KLFV
- Grand Junction, Colorado; United States;
- Frequency: 90.3 MHz
- Branding: K-Love

Programming
- Format: Contemporary Christian
- Network: K-Love

Ownership
- Owner: Educational Media Foundation

History
- First air date: December 25, 1981
- Former call signs: KJOL (1981–2000)
- Call sign meaning: "K-Love"

Technical information
- Licensing authority: FCC
- Facility ID: 12341
- Class: C2
- ERP: 3,000 watts
- HAAT: 399 meters
- Translators: K223BR (92.5 MHz, Montrose)

Links
- Public license information: Public file; LMS;
- Website: klove.com

= KLFV =

K-Love radio station in Grand Junction, Colorado

KLFV (90.3 FM) is a radio station in Grand Junction, Colorado. The station broadcasts a contemporary Christian format from the K-Love radio network; the station and network are owned by the Educational Media Foundation.

==History==
90.3 FM began broadcasting as KJOL ("Joy of the Lord") on April 24, 1982, after missing a planned Christmas 1981 launch. It was the second religious radio station in the Grand Junction area, after KCIC, which had signed on in 1979; however, KJOL broadcast with more power than KCIC. KJOL was owned by the Columbus Evangelical Free Church and broadcast from its facilities; operations were managed by an interdenominational alliance of local churches, the Western Slope Church Ministries Association. From the start, KJOL adopted a more contemporary gospel sound than the traditionally oriented KCIC; the programmer, Stan Bruning, had come from KWBI-FM in Denver.

The mid-1980s saw a major ownership transition for the young religious station. In 1984, Columbus Evangelical sold it for $24,000 to Western Bible College, owners of KWBI-FM; the church sought to ensure KJOL's continued financial stability with the sale. After the sale closed in 1985, KJOL, which had previously been a major conservative voice and drove protests at abortion clinics and grocery stores that sold pornographic materials, toned down its rhetoric and slightly increased the proportion of music in its broadcast day. The changes and Western Bible College-developed format took hold in February, after the station was silent for a week; the former general manager who had spearheaded the protest activities exited in June.

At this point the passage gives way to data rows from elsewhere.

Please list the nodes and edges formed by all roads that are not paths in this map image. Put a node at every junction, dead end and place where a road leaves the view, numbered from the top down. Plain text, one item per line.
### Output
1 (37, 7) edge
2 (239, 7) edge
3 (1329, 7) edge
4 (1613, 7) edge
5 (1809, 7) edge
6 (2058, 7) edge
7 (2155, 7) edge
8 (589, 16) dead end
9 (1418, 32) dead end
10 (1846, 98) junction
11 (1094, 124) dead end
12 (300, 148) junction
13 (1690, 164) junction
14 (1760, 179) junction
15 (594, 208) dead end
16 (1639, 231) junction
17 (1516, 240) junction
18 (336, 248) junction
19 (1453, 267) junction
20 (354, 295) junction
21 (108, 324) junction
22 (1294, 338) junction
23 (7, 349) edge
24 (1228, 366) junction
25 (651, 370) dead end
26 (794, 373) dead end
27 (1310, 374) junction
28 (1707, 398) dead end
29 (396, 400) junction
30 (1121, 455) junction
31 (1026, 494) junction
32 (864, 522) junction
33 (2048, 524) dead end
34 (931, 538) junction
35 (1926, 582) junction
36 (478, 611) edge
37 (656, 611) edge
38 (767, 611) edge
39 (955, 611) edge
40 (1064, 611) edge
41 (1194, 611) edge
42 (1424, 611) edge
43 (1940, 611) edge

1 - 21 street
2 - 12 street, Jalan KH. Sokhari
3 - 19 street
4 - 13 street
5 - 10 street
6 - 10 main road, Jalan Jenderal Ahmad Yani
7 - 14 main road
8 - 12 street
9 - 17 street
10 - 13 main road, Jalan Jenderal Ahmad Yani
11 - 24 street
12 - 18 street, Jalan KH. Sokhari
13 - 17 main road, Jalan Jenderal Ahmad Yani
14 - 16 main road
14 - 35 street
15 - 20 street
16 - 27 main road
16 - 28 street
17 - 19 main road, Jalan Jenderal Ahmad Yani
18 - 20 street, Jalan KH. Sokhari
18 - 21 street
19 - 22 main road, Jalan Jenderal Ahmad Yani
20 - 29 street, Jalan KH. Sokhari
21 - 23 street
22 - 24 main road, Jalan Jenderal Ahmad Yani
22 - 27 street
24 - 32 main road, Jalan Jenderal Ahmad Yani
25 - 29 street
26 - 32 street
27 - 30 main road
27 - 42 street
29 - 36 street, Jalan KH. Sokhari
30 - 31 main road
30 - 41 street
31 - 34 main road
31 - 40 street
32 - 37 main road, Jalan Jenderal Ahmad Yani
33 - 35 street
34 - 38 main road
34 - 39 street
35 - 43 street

After a couple of mergers, Western Bible College became Colorado Christian University by 1989, and later expanded its educational offerings to the Western Slope and opened a center in Grand Junction in 1991. The university sold its entire regional radio network to EMF in 2000; local operations were shuttered that October in favor of rebroadcasting EMF's K-Love programming as KLFV, and the religious talk and teaching programming disappeared altogether. Former KJOL station manager Ken Andrews began efforts to bring a new local Christian station to Grand Junction; those efforts succeeded when he reached an agreement to broker out 620 AM and relaunch it as the new KJOL effective July 1, 2001.